* _How to complete this task_
Transcribe each entry exactly as it appears, leaving out any picture it holds.

* _Records for this exercise_
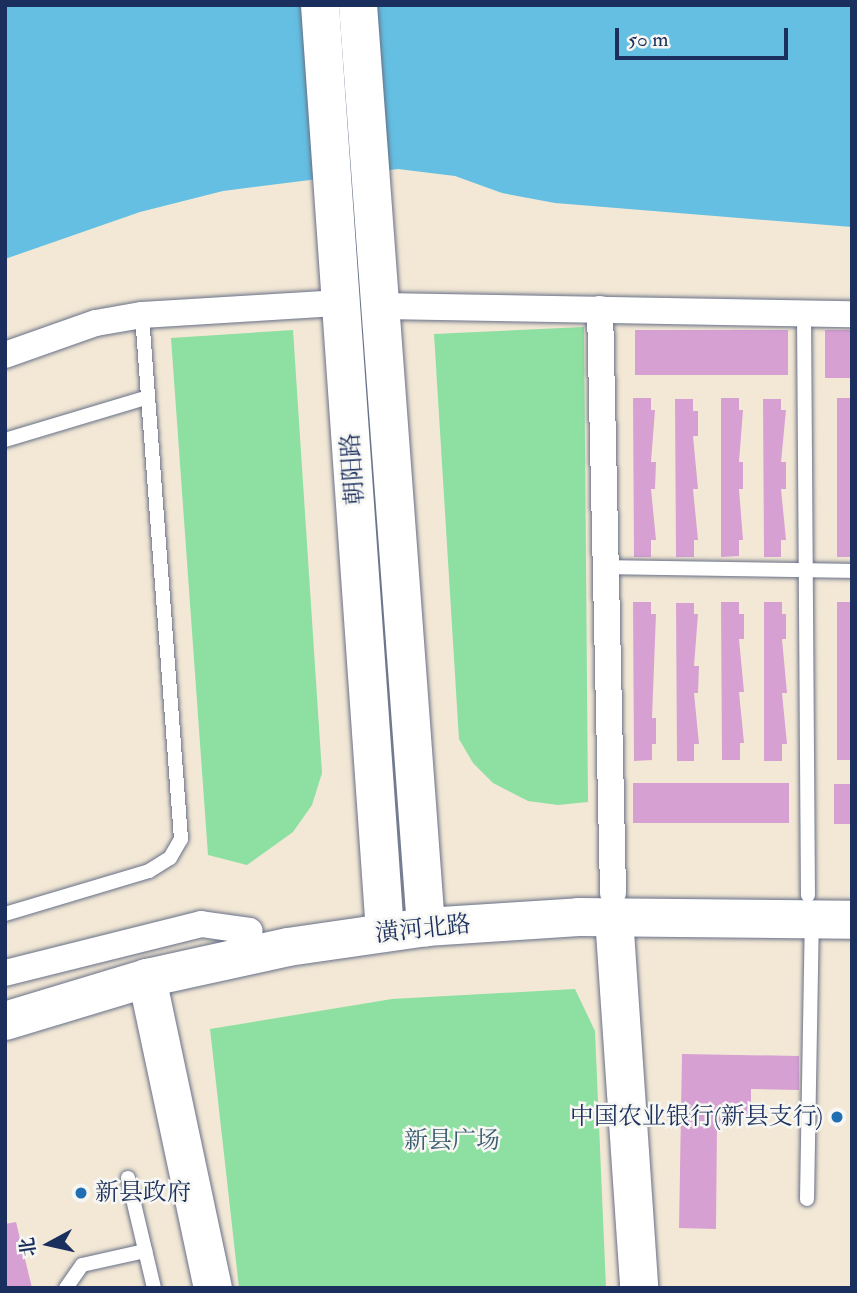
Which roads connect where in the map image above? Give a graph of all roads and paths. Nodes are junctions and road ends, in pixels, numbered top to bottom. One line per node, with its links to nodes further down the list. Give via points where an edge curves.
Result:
1 (320, 5): 3 (main road, 朝阳路)
2 (358, 5): 4 (main road, 朝阳路)
3 (341, 303): 8 (street); 20 (main road, 朝阳路)
4 (382, 306): 5 (street); 19 (main road, 朝阳路)
5 (600, 309): 6 (street); 12 (street)
6 (804, 313): 7 (street); 13 (lane)
7 (852, 314)
8 (142, 315): 9 (street, via 96,323); 10 (lane)
9 (5, 355)
10 (148, 397): 11 (lane); 18 (lane, via 180,839 170,858 149,871)
11 (5, 440)
12 (606, 567): 13 (lane); 16 (street)
13 (806, 570): 14 (lane); 17 (lane)
14 (852, 571)
15 (852, 896): 17 (main road, 潢河北路)
16 (614, 905): 17 (main road, 潢河北路); 19 (main road, 潢河北路); 33 (main road)
17 (810, 907): 21 (main road, 潢河北路); 28 (lane)
18 (5, 914)
19 (425, 915): 20 (main road, 潢河北路)
20 (384, 920): 22 (main road, 潢河北路); 24 (main road, 潢河北路)
21 (852, 920)
22 (250, 931): 23 (street, via 201,924); 25 (main road, 潢河北路, via 140,955)
23 (5, 972)
24 (147, 978): 26 (main road, 潢河北路); 32 (main road)
25 (5, 996)
26 (5, 1021)
27 (128, 1178): 29 (lane)
28 (807, 1199)
29 (145, 1251): 30 (lane, via 82,1265); 31 (lane)
30 (66, 1288)
31 (154, 1288)
32 (213, 1288)
33 (639, 1288)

* _Answer space_
Which roads connect where in the map image above? Give a graph of all roads and paths. Nodes are junctions and road ends, in pixels, numbered top to bottom. One line per node, with its links to nodes further down the list. Give via points where an edge curves.
Result:
1 (320, 5): 3 (main road, 朝阳路)
2 (358, 5): 4 (main road, 朝阳路)
3 (341, 303): 8 (street); 20 (main road, 朝阳路)
4 (382, 306): 5 (street); 19 (main road, 朝阳路)
5 (600, 309): 6 (street); 12 (street)
6 (804, 313): 7 (street); 13 (lane)
7 (852, 314)
8 (142, 315): 9 (street, via 96,323); 10 (lane)
9 (5, 355)
10 (148, 397): 11 (lane); 18 (lane, via 180,839 170,858 149,871)
11 (5, 440)
12 (606, 567): 13 (lane); 16 (street)
13 (806, 570): 14 (lane); 17 (lane)
14 (852, 571)
15 (852, 896): 17 (main road, 潢河北路)
16 (614, 905): 17 (main road, 潢河北路); 19 (main road, 潢河北路); 33 (main road)
17 (810, 907): 21 (main road, 潢河北路); 28 (lane)
18 (5, 914)
19 (425, 915): 20 (main road, 潢河北路)
20 (384, 920): 22 (main road, 潢河北路); 24 (main road, 潢河北路)
21 (852, 920)
22 (250, 931): 23 (street, via 201,924); 25 (main road, 潢河北路, via 140,955)
23 (5, 972)
24 (147, 978): 26 (main road, 潢河北路); 32 (main road)
25 (5, 996)
26 (5, 1021)
27 (128, 1178): 29 (lane)
28 (807, 1199)
29 (145, 1251): 30 (lane, via 82,1265); 31 (lane)
30 (66, 1288)
31 (154, 1288)
32 (213, 1288)
33 (639, 1288)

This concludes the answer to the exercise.